(Medford MA, October 21, 2023) – Brain inflammation (neuroinflammation) has been proposed as a driver of Long COVID symptoms. However, no research team has yet formally documented neuroinflammation in patients with diverse Long COVID symptoms. That changed today when PolyBio co-founder Dr. Michael VanElzakker and team at the Harvard/MIT Martinos Center for Biomedical Imaging published a preprint with the results of a high-resolution Long COVID imaging study. The team identified neuroinflammation across a wide range of brain regions in Long COVID patients relative to healthy controls. They additionally found that neuroinflammation positively correlated with blood measures related to vascular dysfunction. The study is supported via PolyBio’s Long Covid Research Consortium.
More specifically, the team used a neuroimaging method called position emission tomography (PET) to measure neuroimmune activation in the brains of Long COVID study participants. This neuroimmune activation can reflect activity of glial cells or inflammatory activation of the brain’s blood vessels, both of which can be components of neuroinflammation.
As a group, the Long COVID patients had more of the PET signal demonstrating neuroinflammation when compared to healthy study participants. Interestingly, this neuroinflammation was located in some brain areas that are exposed to circulating blood factors via normal anatomical gaps in the specialized “blood-brain barrier” of the brain’s blood vessels.
This finding inspired the team to measure a selection of vascular health-related factors in the blood of the Long COVID study participants, which was collected immediately before their scans. They found that six vascular factors including fibrinogen and L-selectin were significantly correlated with neuroinflammation in the Long COVID group. “This suggests that the neuroinflammation in Long COVID patients may be connected to vascular problems,” said study principal investigator Dr. Michael VanElzakker.
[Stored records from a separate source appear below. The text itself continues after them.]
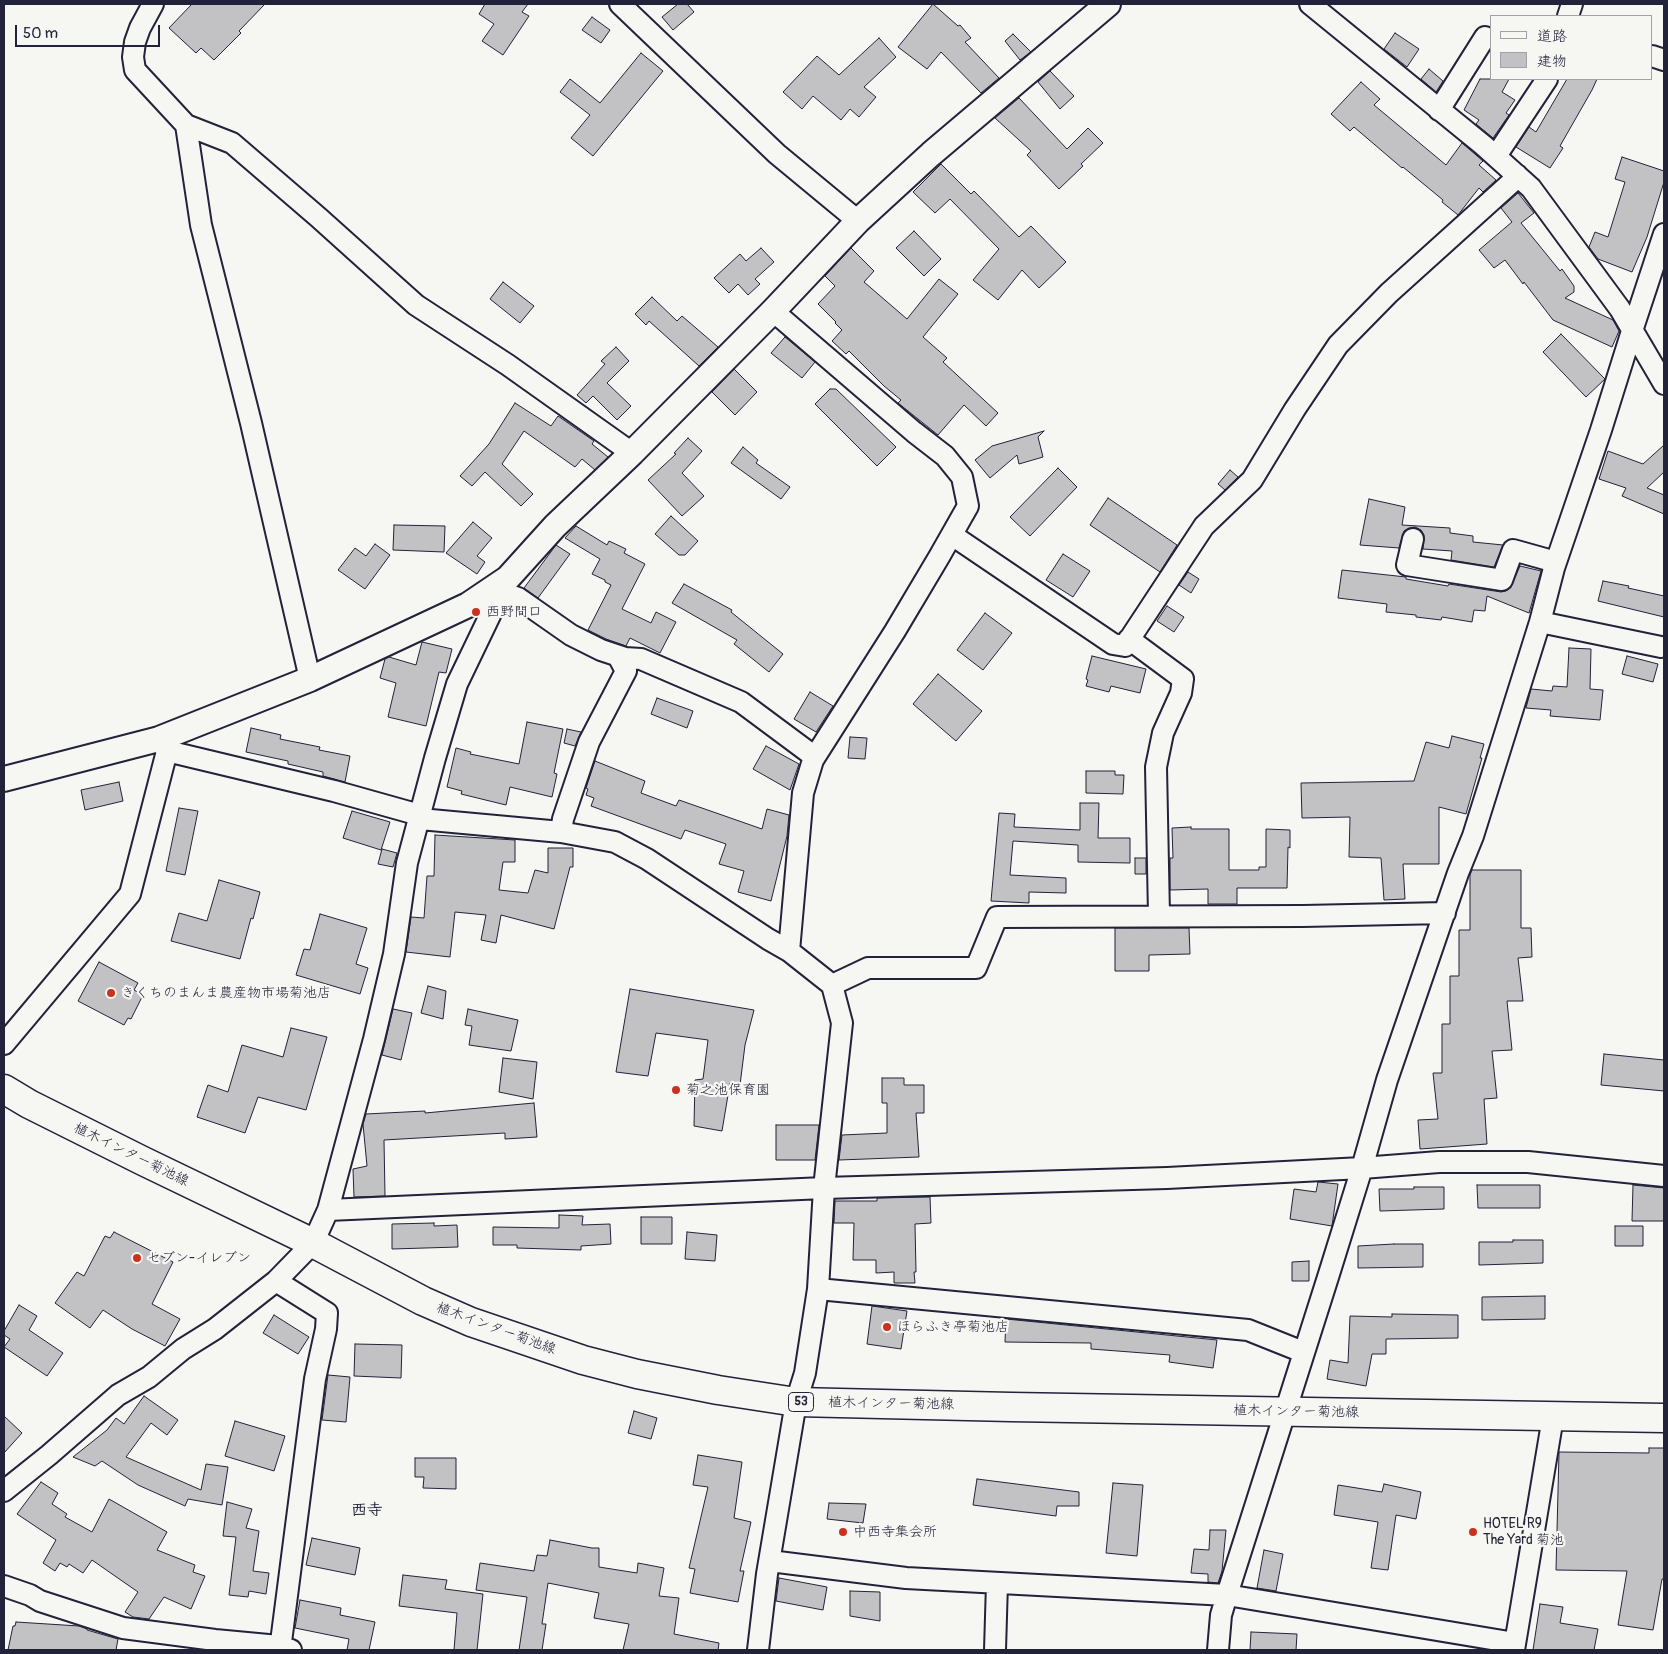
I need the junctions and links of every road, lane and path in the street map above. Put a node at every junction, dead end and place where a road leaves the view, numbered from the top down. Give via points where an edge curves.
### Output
1 (153, 4) edge
2 (620, 4) edge
3 (1108, 4) edge
4 (1310, 4) edge
5 (1485, 37) dead end
6 (1546, 80) edge
7 (1439, 110) junction
8 (186, 124) junction
9 (1496, 156) junction
10 (1516, 175) junction
11 (858, 222) junction
12 (1664, 234) edge
13 (1661, 256) edge
14 (772, 311) junction
15 (1632, 331) junction
16 (1664, 384) edge
17 (632, 453) junction
18 (952, 535) junction
19 (1413, 539) dead end
20 (1556, 562) junction
21 (504, 585) junction
22 (1540, 622) junction
23 (1130, 639) junction
24 (1661, 646) dead end
25 (618, 656) junction
26 (310, 679) junction
27 (163, 745) junction
28 (815, 757) junction
29 (4, 780) edge
30 (420, 818) junction
31 (561, 832) junction
32 (1445, 912) junction
33 (1159, 915) junction
34 (789, 951) junction
35 (832, 985) junction
36 (4, 1044) edge
37 (4, 1089) edge
38 (1362, 1168) junction
39 (1664, 1176) edge
40 (824, 1188) junction
41 (328, 1210) junction
42 (313, 1243) junction
43 (276, 1281) junction
44 (818, 1289) junction
45 (1304, 1352) junction
46 (796, 1402) junction
47 (1284, 1412) junction
48 (1553, 1417) junction
49 (1664, 1418) edge
50 (4, 1490) edge
51 (770, 1561) junction
52 (997, 1583) junction
53 (4, 1586) edge
54 (1227, 1595) junction
55 (215, 1645) edge
56 (1514, 1647) edge
57 (285, 1648) edge
58 (758, 1650) edge
59 (995, 1650) edge
60 (1218, 1650) edge

1 - 8 street via 135,42 135,70
2 - 11 street via 777,154
3 - 11 street via 931,154
4 - 7 street
5 - 7 street
6 - 9 street
7 - 9 street
8 - 17 street via 232,143 416,305 508,365
8 - 26 street via 201,225
9 - 10 street
10 - 15 street via 1531,188 1620,309
10 - 23 street via 1338,345 1252,480 1204,526
11 - 14 street
12 - 13 street
13 - 15 street
14 - 17 street
14 - 18 street via 945,456 962,477 968,506
15 - 16 street
15 - 20 street
17 - 21 street via 555,526
18 - 23 street via 1113,644 1125,646
18 - 28 street
19 - 20 street via 1407,565 1502,580 1513,550
20 - 22 street
21 - 25 street via 571,635
21 - 26 street
21 - 30 street via 457,684
22 - 24 street
22 - 32 street via 1473,836
23 - 33 street via 1183,679 1181,693 1163,733 1156,767
25 - 28 street via 641,659 741,702
25 - 31 street via 626,671 589,742
26 - 27 street
27 - 29 street
27 - 30 street via 416,814
27 - 36 street via 130,894
28 - 34 street via 803,793
30 - 31 street
30 - 41 street via 408,863 394,954
31 - 34 street via 615,842 647,859
32 - 33 street via 1303,916
32 - 38 street via 1387,1080
33 - 35 street via 997,917 976,968 868,968
34 - 35 street
35 - 40 street via 842,1023
37 - 42 main road, 植木インター菊池線 / 53 via 28,1104
38 - 39 street via 1439,1162 1528,1162
38 - 40 street via 1168,1178
38 - 45 street
40 - 41 street
40 - 44 street
41 - 42 street
42 - 43 street
42 - 46 main road, 植木インター菊池線 / 53 via 423,1301 471,1322 583,1360 709,1389
43 - 50 street via 215,1329 118,1395
43 - 57 street via 327,1314 281,1642
44 - 45 street via 1248,1330
44 - 46 street via 805,1373
45 - 47 street
46 - 47 main road, 植木インター菊池線 / 53
46 - 51 street
47 - 48 main road, 植木インター菊池線 / 53
47 - 54 street
48 - 49 main road, 植木インター菊池線 / 53
48 - 56 street
51 - 52 street via 906,1578
51 - 58 street
52 - 54 street
52 - 59 street
53 - 55 street via 123,1628
54 - 56 street
54 - 60 street
55 - 57 street

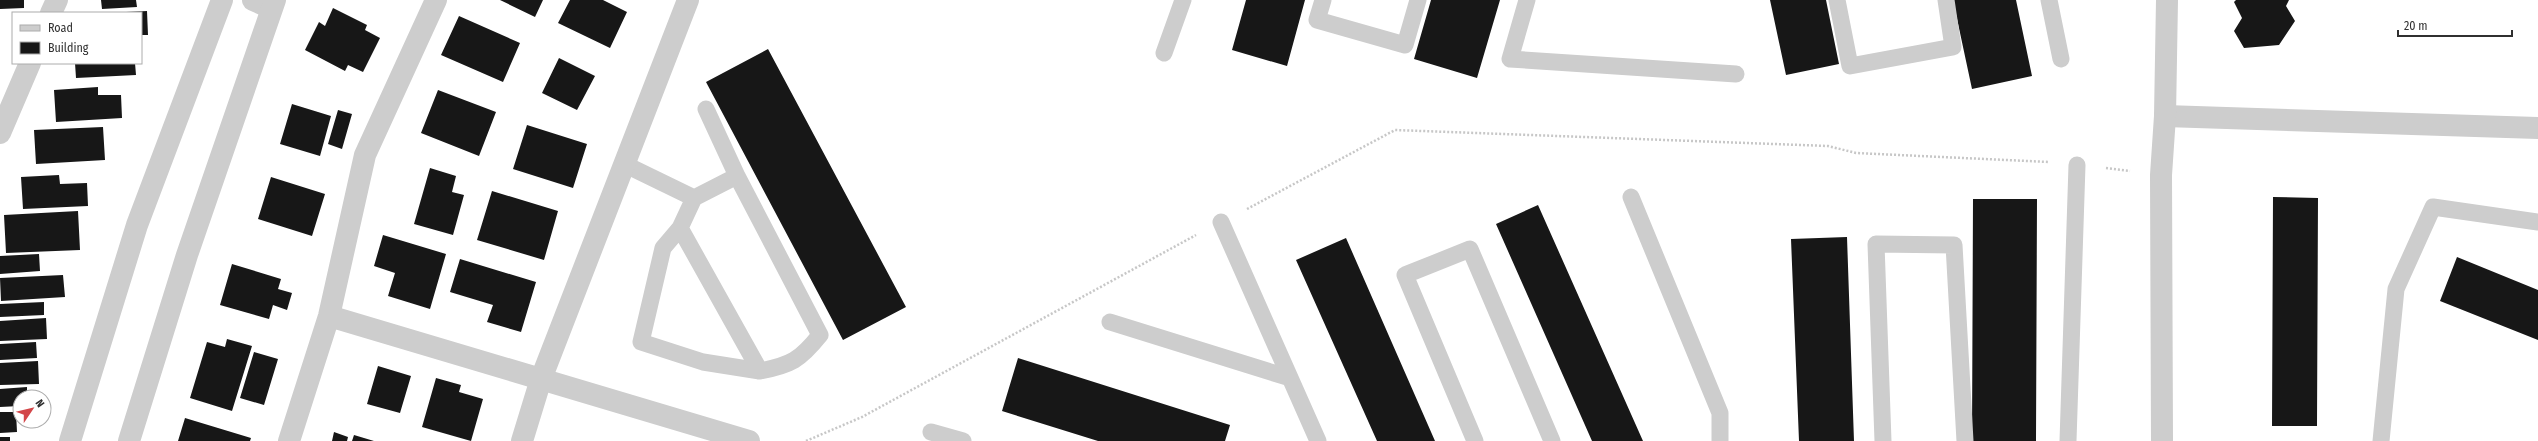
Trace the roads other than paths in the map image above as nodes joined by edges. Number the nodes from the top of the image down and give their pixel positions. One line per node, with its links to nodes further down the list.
1 (57, 0): 14 (street)
2 (222, 0): 37 (street)
3 (436, 0): 31 (street)
4 (688, 0): 23 (street)
5 (1183, 0): 15 (lane)
6 (1323, 0): 7 (lane)
7 (1418, 0)
8 (1527, 0): 18 (lane)
9 (1837, 0): 10 (lane)
10 (1946, 0)
11 (2049, 0): 16 (lane)
12 (2167, 0): 20 (street)
13 (266, 3): 38 (street)
14 (51, 12)
15 (1164, 54)
16 (2061, 59)
17 (30, 64): 22 (street)
18 (1736, 74)
19 (706, 110): 25 (lane)
20 (2165, 116): 21 (street); 50 (street)
21 (2538, 128)
22 (0, 133)
23 (624, 164): 27 (lane); 35 (street)
24 (2077, 165): 49 (lane)
25 (737, 176): 27 (lane); 33 (lane)
26 (1631, 197): 46 (lane)
27 (694, 198): 30 (lane)
28 (1221, 222): 34 (lane)
29 (2538, 222): 51 (lane)
30 (680, 228): 33 (lane); 33 (lane)
31 (329, 316): 35 (street); 39 (street)
32 (1110, 322): 34 (lane)
33 (760, 372)
34 (1290, 378): 43 (lane)
35 (541, 379): 40 (street); 41 (street)
36 (931, 432): 42 (lane)
37 (70, 441)
38 (129, 441)
39 (289, 441)
40 (522, 441)
41 (749, 441)
42 (963, 441)
43 (1318, 441)
44 (1474, 441): 45 (lane)
45 (1552, 441)
46 (1720, 441)
47 (1883, 441): 48 (lane)
48 (1965, 441)
49 (2068, 441)
50 (2162, 441)
51 (2380, 441)

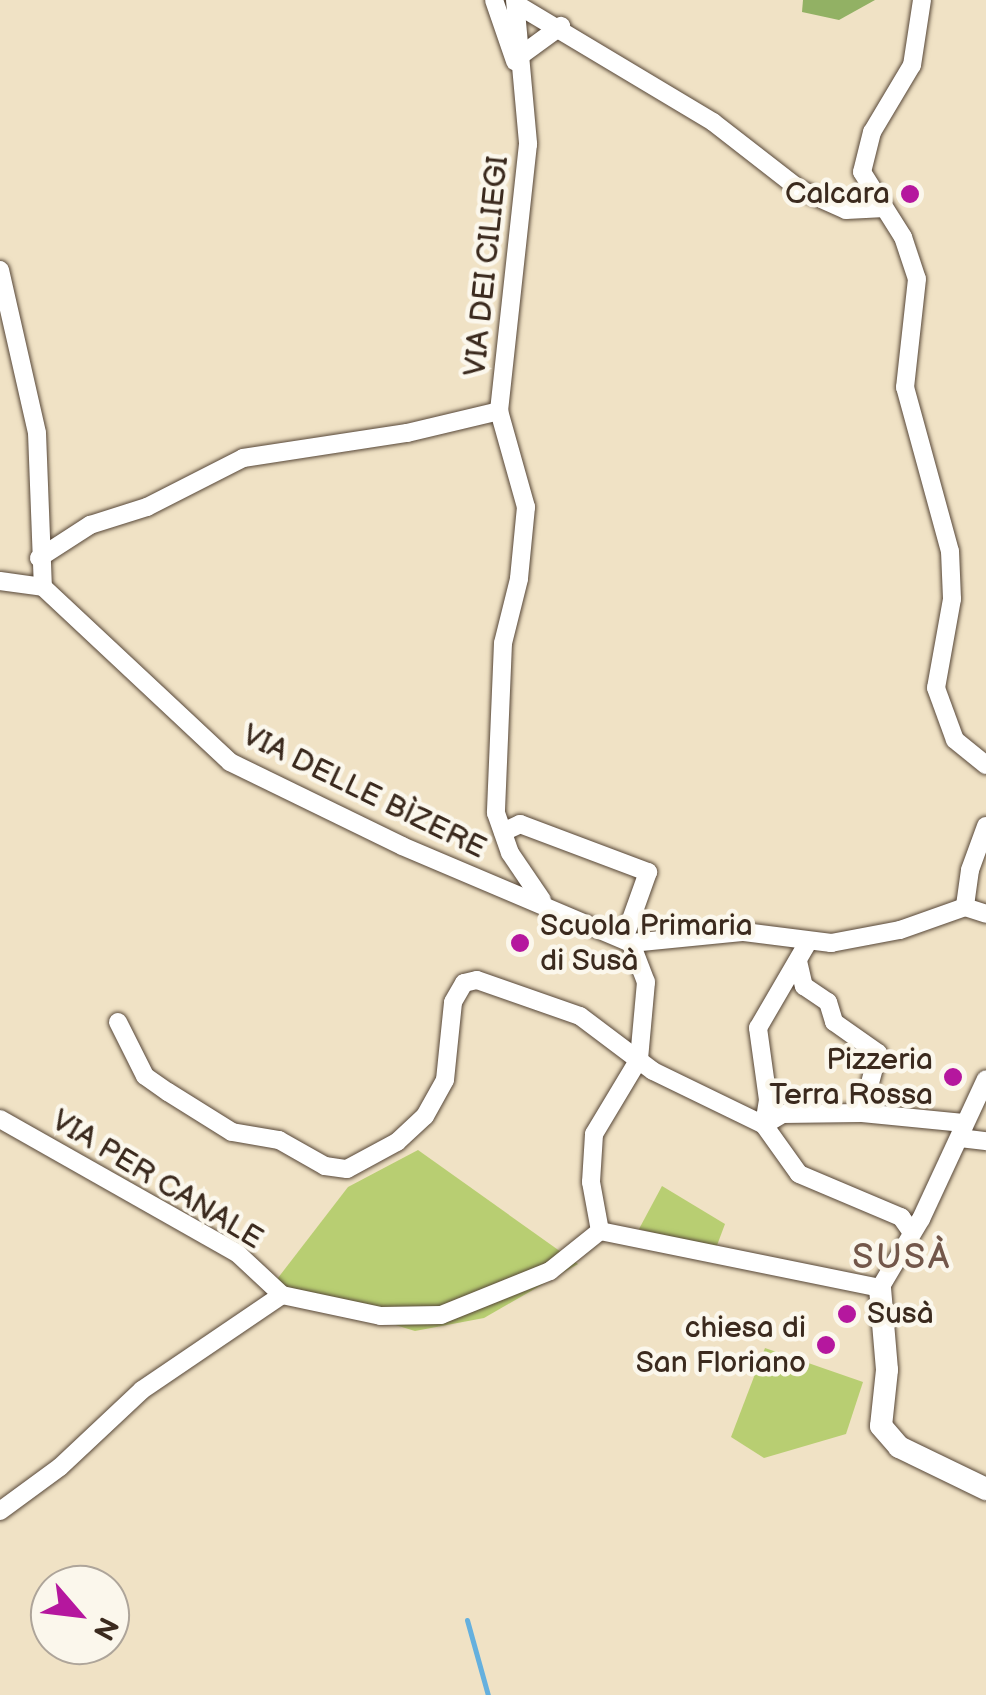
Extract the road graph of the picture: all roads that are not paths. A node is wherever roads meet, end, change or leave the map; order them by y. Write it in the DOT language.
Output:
graph roads {
  1 [pos="494,0"];
  2 [pos="922,0"];
  3 [pos="515,2"];
  4 [pos="561,26"];
  5 [pos="520,63"];
  6 [pos="880,208"];
  7 [pos="0,270"];
  8 [pos="499,410"];
  9 [pos="39,558"];
  10 [pos="0,581"];
  11 [pos="43,587"];
  12 [pos="986,764"];
  13 [pos="986,826"];
  14 [pos="503,832"];
  15 [pos="542,900"];
  16 [pos="965,907"];
  17 [pos="986,914"];
  18 [pos="628,941"];
  19 [pos="808,942"];
  20 [pos="798,961"];
  21 [pos="118,1022"];
  22 [pos="639,1059"];
  23 [pos="986,1080"];
  24 [pos="862,1112"];
  25 [pos="0,1119"];
  26 [pos="764,1125"];
  27 [pos="962,1130"];
  28 [pos="986,1141"];
  29 [pos="910,1230"];
  30 [pos="600,1231"];
  31 [pos="880,1288"];
  32 [pos="282,1295"];
  33 [pos="986,1488"];
  34 [pos="0,1511"];
  1 -- 5 [label="street"];
  2 -- 6 [label="street"];
  3 -- 4 [label="street"];
  3 -- 5 [label="street, VIA DEI CILIEGI"];
  4 -- 5 [label="street"];
  4 -- 6 [label="street"];
  5 -- 8 [label="street, VIA DEI CILIEGI"];
  6 -- 12 [label="street"];
  7 -- 9 [label="street"];
  8 -- 9 [label="street"];
  8 -- 14 [label="street, VIA DEI CILIEGI"];
  9 -- 11 [label="street"];
  10 -- 11 [label="street"];
  11 -- 15 [label="street, VIA DELLE BÌZERE"];
  13 -- 16 [label="street"];
  14 -- 15 [label="street, VIA DEI CILIEGI"];
  14 -- 18 [label="street"];
  15 -- 18 [label="street"];
  16 -- 17 [label="street"];
  16 -- 19 [label="street"];
  18 -- 19 [label="street"];
  18 -- 22 [label="street"];
  19 -- 20 [label="street"];
  20 -- 24 [label="street"];
  20 -- 26 [label="street"];
  21 -- 22 [label="street"];
  22 -- 26 [label="street"];
  22 -- 30 [label="street"];
  23 -- 27 [label="street"];
  24 -- 26 [label="street"];
  24 -- 27 [label="street"];
  25 -- 32 [label="street, VIA PER CANALE"];
  26 -- 29 [label="street"];
  27 -- 28 [label="street"];
  27 -- 29 [label="street"];
  29 -- 31 [label="street"];
  30 -- 31 [label="street"];
  30 -- 32 [label="street"];
  31 -- 33 [label="street"];
  32 -- 34 [label="street"];
}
Indeed, other research teams have found SARS-CoV-2 spike protein or microclots in Long COVID blood that might be reaching parts of the brain and driving inflammation. “A better understanding of these potential sources of neuroinflammation would be important for guiding related treatments and clinical trials” says Hannah Bues, the study’s clinical research coordinator.
Dr. VanElzakker and team have several other studies underway to probe connections between vascular damage, clotting, immune activation, and SARS-CoV-2 persistence in Long COVID, including extended analyses of their PET neuroimaging participants. The team is also running a similar PET imaging study in patients with ME/CFS, so that comparison of neuroinflammation and vascular factors between the patients with the two related diagnoses can be compared.